Title: The Gunslinger
Author: Stephen King
Year of Publication: 1982
Series: Dark Tower
Goodreads Rating (Avg.): 4
Goodreads Rating (Mine): 3
Spoilers, For The Other Books in This Series As Well
Plot Description: A lone man trudges across a vast desert, chasing after a stranger in a brown robe. He’s Roland Deschain of Gilead, the titular Gunslinger, and he’s on a quest to find the Dark Tower – whatever that may be.
*Cue lamentation* Oh Gunslinger! How I wanted to love you! You and every character, every plotline, every single repeated phrase and cringe-worthy expression of emotion and…
Oh well. The Gunslinger opens on Roland trudging through the desert, then flashes back to the village he’d stayed in a while back, then back to Roland trudging through the desert and thinking deep thoughts, now back again to that village, and now Roland is thirsty in the present and that reminds him of how he was thirsty a while back and had come across a random farmer after he’d left the village…
The flash backwards would have been an interesting narrative device, but they get swallowed up in the vast, navel gazing desert that is The Gunslinger. The book tries to keep the mystery of Roland and his quest alive by dropping tantalizing hints – and this works, but not for too long. And all the while you’re being distracted by scenes, themes, parallels, and Easter Eggs – all the things, in short that a fan would want to see while doing a re-read.

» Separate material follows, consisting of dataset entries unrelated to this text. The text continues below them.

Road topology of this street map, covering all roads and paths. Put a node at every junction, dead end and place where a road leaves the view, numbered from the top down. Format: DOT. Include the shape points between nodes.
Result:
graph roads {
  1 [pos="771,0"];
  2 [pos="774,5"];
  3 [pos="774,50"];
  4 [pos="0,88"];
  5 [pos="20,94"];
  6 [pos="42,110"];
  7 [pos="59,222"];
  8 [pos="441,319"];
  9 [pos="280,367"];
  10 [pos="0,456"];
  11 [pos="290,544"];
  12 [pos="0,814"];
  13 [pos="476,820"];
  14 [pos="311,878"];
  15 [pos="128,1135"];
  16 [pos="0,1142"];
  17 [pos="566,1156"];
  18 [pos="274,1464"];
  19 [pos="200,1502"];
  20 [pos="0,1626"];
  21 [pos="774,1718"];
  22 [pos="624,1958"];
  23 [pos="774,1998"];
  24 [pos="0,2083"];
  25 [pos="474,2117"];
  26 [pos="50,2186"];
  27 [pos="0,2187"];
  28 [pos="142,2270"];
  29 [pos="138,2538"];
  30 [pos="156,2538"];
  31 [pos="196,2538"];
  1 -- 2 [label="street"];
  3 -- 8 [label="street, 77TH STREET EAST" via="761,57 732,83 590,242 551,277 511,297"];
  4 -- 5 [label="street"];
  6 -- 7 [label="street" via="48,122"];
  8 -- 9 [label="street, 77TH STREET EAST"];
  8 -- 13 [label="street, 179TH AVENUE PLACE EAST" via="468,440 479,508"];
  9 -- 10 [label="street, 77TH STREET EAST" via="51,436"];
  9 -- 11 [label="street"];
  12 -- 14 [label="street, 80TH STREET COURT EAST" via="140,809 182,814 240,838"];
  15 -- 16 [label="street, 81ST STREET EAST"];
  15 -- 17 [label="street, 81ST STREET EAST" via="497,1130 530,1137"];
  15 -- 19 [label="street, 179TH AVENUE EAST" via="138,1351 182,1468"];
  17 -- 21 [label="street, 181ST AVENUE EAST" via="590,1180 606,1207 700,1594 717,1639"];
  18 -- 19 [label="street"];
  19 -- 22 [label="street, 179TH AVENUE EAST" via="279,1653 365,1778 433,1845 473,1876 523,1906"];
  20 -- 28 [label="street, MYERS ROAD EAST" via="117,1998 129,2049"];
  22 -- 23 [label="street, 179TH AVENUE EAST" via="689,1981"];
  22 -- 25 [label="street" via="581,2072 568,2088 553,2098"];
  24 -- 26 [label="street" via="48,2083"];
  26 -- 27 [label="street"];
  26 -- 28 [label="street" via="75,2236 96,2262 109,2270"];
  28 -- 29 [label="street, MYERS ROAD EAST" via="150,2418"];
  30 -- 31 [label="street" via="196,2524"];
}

Roland’s universe is – as far as I understood it – set far in the future. So far in the future, in fact, that the human race hit the ultimate limits of technology, surpassed it, had themselves a couple of nuclear wars and worldwide plagues, managed to find Magic in an alternate universe and marry it to technology in an attempt to keep the world alive… and then disappeared/ died out, taking their knowledge and most of their tech secrets with them. What came after (the Great Old Ones, which is what these masters of technology are called) is a mixture of the medieval era and the wild, wild west. Roland is of the line of Eld, started so many years ago by
King Arthur of Eld, who was I suppose the first gunslinger. Arthur founded an order of gunslingers – legendary law enforcers and fighters, and Roland is the last of them. It is imperative, it seems, that the reader understand just how important and awesome and cool and effective Roland is.
Yeah, we get it.
The plot isn’t bad, as far as fantasy novels go. The universe is a fascinating mix of futuristic technology, the Wild West and medieval europe – a holy trifecta for fantasy readers. But then we get to the details, and I start wondering just how disturbed the mind of Stephen King is.
Don’t get me wrong. I can read smut, and crass stuff, and I’m often impressed by it. Because masterfully placed smut can jolt the reader like not much else can. But – and here’s what I think is a golden rule – smut should never be used purely for shock value. There has to be a point. It must further or enrich the plot somehow.
So hearing about a crazed religious preacher who claims the man being chased by Roland has magically impregnated her, and who then tries to kill him… is a bit confusing, to say the least. Like, what is the point of this pregnancy? Why was it mentioned? Does all of this serve to heighten the atmosphere of strangeness and occult horror, making the reader jumpy and on edge.
Yes, it sort of does. Until the reader is saturated with this nonsense and no longer feels surprised at anything
not even a mutant spider-man hybrid baby that was born of two human and two supernatural parents, and whose only goal seems to have been to murder all of its parents… by eating them, and anything else that gets in its way.
The reader is supposed to focus on Roland. Roland the man, Roland the deadly killing machine, Roland who is blindly focused on his quest, Roland who regrets killing the people he doesn’t completely hate, but can’t care enough to do anything about it.
The moment where Roland sacrifices a newly acquired travelling companion (a young boy called Jake) for the chance to face the man he was chasing is a turning point in his life. While he remains unsure of whether he’d repeat this act if he had to, I’m pretty sure he wouldn’t have. If he’d ever been faced with the choice of Tower versus the life of a loved one, Roland would pick the loved one.
Roland is so impossibly perfect (as far as gunslinging goes) in this book that you can’t help but admire him. But that’s about it for this book. The writing is sloppy, there are plot holes that you won’t notice until you get further along in the series, and the whole experience is dry and distracting, thanks to all the flashing back and forth.
Stephen King refers to this series as his magnum opus. I agree, if by magnum opus you mean the biggest story you’ve ever written. Just like with Orson Scott Card’s Alvin Maker series, the first book in the Dark Tower series is a set up. It has just enough background and slow plot to keep the reader interested, and it ends on a pause, not a stop. And just like with Alvin Maker, the Dark Tower series seems to spin rapidly out of control the further you get.
I honestly cannot decide which series is worse – the pros and cons cancel each other out – but like with Alvin Maker, this book (and by extension, this series) shouldn’t really be picked up by anyone who’s going to feel cheated by an unsatisfactory ending which comes on the heels of pages and pages of word vomit.